The Housing and Urban Development Department is moving to kill an estimated 5,500 proposed housing units in 156 projects for the elderly and handicapped.
HUD, in effect, gave nonprofit groups that have had projects in the pipeline for two years or more just 10 days to notify HUD that they were ready to start construction in a month. If they didn't, the projects will be canceled.
Low-income housing associations claim that the HUD action is an illegal back-door attempt to rescind money and change housing policies without going through formal rule-making procedures. They say that if HUD denies funds to the projects, as it has promised, they will sue.
But HUD officials say they are merely attempting to eliminate programs that have been languishing too long in the planning stages, and they contend that the actions are within their legal authority. HUD officials are considering taking similar action against the much larger public housing program for low-income families.
The current controversy surrounds so-called Section 202 housing, a program that lends federal money to nonprofit groups to build projects to provide an alternative to putting the elderly and handicapped in institutions.
It is the only subsidized housing program the Reagan administration says it supports, and the only new construction the administration endorses in the fiscal 1983 budget.
The new policy was first outlined in a Jan. 21 telegram that HUD sent its regional offices telling them to stop granting extensions on overdue projects. An organization normally gets 18 months to begin construction from the time HUD money is set aside for a project.
During that time the group must complete a feasibility study, secure land, negotiate with contractors and get approval from local zoning and community development boards and other local and state groups. HUD must approve each step of the process before it will release the funds.
Because the nonprofit groups that run the Section 202 programs generally have less expertise than commercial developers, HUD regional offices in the past routinely have given them the six-month extensions that the rules provide. Additional extensions must come from HUD headquarters.
The telegram was followed by another on Feb. 8, sent to clarify the first, saying projects authorized in fiscal 1979 or before must begin construction by Feb. 19 or be canceled, unless the delay was HUD's fault. Field offices may grant four-month extensions for projects authorized in fiscal 1980 if the delay has been due solely to HUD efforts to set a new interest rate on its loans.
Philip Abrams, HUD's general deputy assistant secretary for housing, said, "Let me emphasize, we are supportive of the 202 program. We don't believe the private sector would provide enough of the proper housing for the frail elderly or the handicapped. But 5,500 units not being built is an unfulfilled promise. They're not housing the elderly."
HUD's new policy is part of an "overall philosophy of clearing the pipeline" to meet the administration's 1985 goal of 3.8 million units of federally assisted housing, according to Abrams. There are 3.4 million existing units and another 700,000 units in the pipeline. Thus HUD must find a way of eliminating 300,000 of those units.

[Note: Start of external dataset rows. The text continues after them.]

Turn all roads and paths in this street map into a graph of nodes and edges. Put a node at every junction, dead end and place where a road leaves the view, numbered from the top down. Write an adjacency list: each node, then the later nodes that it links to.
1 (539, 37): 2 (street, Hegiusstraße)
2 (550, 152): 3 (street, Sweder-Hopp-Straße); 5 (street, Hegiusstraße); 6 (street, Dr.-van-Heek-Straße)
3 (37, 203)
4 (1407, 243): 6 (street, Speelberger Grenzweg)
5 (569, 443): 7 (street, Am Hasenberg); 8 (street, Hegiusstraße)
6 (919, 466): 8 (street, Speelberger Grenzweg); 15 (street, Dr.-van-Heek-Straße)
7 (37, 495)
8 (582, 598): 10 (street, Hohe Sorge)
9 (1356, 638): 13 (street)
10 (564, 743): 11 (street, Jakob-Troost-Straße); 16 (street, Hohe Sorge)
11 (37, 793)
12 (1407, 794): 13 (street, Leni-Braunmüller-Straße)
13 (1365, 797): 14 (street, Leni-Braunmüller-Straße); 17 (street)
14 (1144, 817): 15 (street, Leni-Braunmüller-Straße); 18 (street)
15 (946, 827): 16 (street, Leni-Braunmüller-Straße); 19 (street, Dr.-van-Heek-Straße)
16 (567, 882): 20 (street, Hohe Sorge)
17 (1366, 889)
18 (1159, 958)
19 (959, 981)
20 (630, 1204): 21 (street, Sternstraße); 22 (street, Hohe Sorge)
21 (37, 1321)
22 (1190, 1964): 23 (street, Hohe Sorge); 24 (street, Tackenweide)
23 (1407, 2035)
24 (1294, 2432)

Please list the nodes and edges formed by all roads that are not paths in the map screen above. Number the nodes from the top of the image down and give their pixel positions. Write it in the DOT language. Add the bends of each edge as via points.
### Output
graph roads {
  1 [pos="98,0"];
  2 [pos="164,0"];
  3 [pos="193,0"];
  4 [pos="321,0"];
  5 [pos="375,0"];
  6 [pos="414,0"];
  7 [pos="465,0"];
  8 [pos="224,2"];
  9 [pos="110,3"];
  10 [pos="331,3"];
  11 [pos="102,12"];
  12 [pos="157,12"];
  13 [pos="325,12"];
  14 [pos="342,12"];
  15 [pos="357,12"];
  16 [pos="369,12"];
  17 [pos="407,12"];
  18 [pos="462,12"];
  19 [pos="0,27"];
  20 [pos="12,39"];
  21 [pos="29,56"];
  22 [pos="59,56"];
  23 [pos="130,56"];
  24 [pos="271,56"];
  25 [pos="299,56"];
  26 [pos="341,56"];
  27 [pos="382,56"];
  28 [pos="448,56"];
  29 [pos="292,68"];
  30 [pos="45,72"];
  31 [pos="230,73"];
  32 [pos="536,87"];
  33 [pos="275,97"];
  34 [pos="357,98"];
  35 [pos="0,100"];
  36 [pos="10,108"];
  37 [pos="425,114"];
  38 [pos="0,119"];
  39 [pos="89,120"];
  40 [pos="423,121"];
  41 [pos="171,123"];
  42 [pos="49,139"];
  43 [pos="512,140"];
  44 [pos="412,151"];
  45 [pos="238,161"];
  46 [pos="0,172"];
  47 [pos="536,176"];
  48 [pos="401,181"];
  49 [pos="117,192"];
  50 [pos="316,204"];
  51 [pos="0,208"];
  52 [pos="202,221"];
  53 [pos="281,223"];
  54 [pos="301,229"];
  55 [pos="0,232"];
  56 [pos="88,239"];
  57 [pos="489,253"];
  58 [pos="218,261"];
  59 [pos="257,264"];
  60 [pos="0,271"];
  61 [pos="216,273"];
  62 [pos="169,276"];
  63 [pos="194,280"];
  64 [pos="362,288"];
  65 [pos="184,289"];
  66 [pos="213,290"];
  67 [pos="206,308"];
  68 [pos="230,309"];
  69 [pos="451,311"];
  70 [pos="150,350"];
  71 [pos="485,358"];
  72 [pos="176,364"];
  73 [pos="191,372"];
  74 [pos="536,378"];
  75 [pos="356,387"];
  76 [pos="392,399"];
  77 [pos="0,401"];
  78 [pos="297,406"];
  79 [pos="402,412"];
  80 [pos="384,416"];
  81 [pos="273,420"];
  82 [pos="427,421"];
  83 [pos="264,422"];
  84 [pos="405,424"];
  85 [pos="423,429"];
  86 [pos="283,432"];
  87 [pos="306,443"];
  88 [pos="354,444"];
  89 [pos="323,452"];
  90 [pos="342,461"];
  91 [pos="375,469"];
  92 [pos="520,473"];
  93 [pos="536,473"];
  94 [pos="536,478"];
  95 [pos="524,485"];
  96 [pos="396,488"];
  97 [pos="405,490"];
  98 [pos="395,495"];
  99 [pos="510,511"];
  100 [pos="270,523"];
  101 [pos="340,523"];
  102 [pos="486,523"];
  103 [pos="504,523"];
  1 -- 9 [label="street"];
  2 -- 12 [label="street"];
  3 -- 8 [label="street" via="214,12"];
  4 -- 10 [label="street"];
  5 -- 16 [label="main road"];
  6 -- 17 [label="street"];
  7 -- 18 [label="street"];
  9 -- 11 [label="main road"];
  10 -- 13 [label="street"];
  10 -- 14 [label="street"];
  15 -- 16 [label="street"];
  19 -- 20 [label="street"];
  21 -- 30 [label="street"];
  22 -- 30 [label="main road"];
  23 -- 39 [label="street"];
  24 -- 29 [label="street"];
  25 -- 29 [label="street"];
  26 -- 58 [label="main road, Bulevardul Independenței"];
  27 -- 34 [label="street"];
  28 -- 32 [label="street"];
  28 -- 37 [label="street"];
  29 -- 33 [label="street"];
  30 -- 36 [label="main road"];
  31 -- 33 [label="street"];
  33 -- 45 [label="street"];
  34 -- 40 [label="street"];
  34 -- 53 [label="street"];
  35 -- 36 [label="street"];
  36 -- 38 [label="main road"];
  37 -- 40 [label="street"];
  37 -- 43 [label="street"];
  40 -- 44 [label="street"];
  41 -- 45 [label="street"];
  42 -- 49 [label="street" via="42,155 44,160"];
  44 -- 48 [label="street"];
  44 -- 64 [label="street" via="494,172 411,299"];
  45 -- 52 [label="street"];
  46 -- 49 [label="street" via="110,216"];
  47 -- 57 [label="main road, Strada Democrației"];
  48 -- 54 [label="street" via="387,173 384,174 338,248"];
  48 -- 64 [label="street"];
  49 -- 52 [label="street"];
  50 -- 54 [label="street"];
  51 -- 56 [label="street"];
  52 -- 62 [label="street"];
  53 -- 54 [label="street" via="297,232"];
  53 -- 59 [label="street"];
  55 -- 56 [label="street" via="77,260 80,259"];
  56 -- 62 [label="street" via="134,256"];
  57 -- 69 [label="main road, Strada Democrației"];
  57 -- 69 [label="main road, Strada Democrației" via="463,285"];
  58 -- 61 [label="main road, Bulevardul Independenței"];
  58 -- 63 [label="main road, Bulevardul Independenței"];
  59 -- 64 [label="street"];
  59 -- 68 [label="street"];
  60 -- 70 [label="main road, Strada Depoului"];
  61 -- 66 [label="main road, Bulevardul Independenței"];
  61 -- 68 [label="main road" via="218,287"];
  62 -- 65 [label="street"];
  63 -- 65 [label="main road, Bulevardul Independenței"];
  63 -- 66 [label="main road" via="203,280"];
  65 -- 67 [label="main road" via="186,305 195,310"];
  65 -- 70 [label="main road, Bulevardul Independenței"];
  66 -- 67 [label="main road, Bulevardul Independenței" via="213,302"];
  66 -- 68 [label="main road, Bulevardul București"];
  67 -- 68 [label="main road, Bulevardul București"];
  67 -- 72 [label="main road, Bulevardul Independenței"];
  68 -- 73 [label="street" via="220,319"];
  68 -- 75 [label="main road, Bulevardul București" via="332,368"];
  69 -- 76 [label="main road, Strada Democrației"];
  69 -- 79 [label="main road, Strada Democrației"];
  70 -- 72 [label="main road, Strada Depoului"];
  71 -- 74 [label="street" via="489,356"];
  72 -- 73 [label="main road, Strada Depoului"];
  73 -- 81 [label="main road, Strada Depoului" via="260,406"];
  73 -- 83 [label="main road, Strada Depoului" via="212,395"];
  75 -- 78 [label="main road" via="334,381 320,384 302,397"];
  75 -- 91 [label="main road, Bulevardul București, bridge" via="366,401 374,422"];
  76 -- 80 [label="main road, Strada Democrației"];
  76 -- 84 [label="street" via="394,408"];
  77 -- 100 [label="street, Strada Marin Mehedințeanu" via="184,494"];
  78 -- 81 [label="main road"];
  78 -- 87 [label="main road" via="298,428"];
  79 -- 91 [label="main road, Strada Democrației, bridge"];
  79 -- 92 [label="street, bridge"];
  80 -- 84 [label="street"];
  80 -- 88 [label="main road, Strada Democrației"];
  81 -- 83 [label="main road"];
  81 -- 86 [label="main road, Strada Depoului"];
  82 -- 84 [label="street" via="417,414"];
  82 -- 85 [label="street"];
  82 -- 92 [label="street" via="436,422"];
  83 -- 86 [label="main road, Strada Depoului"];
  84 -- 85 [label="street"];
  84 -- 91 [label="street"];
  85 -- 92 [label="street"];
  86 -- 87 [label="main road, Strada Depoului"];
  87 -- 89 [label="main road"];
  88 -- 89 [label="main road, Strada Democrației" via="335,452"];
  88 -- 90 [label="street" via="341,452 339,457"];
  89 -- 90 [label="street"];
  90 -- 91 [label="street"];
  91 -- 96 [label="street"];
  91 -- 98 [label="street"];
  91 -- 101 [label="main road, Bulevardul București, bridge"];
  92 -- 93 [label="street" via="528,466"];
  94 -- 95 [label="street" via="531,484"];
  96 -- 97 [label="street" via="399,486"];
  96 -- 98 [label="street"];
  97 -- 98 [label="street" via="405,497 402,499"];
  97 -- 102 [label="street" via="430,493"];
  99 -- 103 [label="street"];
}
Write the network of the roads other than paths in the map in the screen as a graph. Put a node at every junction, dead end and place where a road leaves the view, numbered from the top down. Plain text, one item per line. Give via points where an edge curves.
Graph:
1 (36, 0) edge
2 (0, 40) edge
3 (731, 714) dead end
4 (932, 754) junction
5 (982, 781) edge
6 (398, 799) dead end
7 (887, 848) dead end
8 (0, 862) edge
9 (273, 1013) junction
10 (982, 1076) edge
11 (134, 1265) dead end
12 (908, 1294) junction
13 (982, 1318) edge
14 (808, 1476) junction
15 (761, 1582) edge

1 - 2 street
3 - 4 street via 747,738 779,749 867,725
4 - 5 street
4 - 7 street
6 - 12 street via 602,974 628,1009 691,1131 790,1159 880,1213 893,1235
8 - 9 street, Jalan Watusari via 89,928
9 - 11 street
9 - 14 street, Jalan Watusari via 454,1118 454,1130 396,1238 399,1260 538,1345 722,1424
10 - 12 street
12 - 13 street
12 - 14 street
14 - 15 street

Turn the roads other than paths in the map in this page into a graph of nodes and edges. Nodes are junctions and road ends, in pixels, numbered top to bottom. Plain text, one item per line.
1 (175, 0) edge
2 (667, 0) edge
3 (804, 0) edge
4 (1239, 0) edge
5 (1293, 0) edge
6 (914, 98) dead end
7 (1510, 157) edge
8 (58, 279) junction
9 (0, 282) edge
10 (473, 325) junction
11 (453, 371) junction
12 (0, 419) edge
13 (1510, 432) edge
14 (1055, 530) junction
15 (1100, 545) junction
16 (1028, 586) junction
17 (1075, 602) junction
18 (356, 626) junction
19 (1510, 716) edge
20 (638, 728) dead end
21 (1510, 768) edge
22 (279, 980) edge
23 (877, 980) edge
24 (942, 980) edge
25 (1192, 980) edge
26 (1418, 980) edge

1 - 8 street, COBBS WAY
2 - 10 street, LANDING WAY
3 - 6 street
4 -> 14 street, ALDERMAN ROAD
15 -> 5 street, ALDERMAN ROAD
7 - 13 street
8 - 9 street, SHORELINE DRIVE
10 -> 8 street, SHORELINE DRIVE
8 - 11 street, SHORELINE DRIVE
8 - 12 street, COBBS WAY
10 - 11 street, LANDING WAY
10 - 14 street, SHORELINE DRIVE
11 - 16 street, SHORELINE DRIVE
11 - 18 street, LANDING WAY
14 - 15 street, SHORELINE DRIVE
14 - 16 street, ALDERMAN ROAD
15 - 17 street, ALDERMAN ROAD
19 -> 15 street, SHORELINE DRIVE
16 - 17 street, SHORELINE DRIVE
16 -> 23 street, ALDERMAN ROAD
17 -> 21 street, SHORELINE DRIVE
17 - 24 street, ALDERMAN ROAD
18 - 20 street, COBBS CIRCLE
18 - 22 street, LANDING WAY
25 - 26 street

"We think there are 300,000 that are not viable. Of course, only a small amount of those are in 202s," Abrams said. Most would come out of the subsidized low-income housing program, which President Reagan wants to eliminate, and public housing.
According to an analysis by the HUD staff, 33,339 units of housing for the elderly and handicapped are in the pipeline, but most are not past the new deadline. Of the 7,266 overdue units, HUD estimates that 5,500 units or 75 percent "are not going to be able to move forward," Abrams said. "There are 156 projects that appear to be doomed. We intend to notify the sponsors that we plan to take them off the books unless they" can begin construction promptly, he said. "But we expect to be reasonable."
Florence Roisman, an attorney with the National Housing Law Project, who successfully sued HUD over impoundment of housing funds during the Nixon administration, said, "HUD's action with respect to 202s is totally illegal on two grounds."
If HUD wants to change the rules, she said, then it has to follow the Administrative Procedures Act and go through rule-making procedures.The policy, she added, is directly contrary to the national housing goals established by Congress.
Jeanne P. Kinnard, housing specialist for the American Association of Homes for the Aging and organizer of the Ad Hoc Coalition for Housing for the Elderly, said several sponsors of endangered projects have talked of suing HUD, individually or collectively, after the notices go out that projects have been killed.
"It's very clearly part of what we believe may have to be done. Of course litigation is a measure of last resort," said Kinnard, noting the cost and time involved. "Every attempt is being made to try to get HUD to understand the ramifications of its action through other measures," particularly by appealing to Congress.
Gerald McMurray, staff director of the House subcommittee on housing and community development, said, "Section 202 is about the most popular project under our jurisdiction," and said subcommittee members would object to any wholesale cancellation of projects.
Other congressional aides involved with housing issues said many members resent it when HUD refuses to fund programs that Congress has approved, but they said Congress also sympathizes with the need to clean out the pipeline.
Low-income housing associations are aware of this. "I guess it could fall between the cracks," one association staffer sighed. "It's a relatively small program."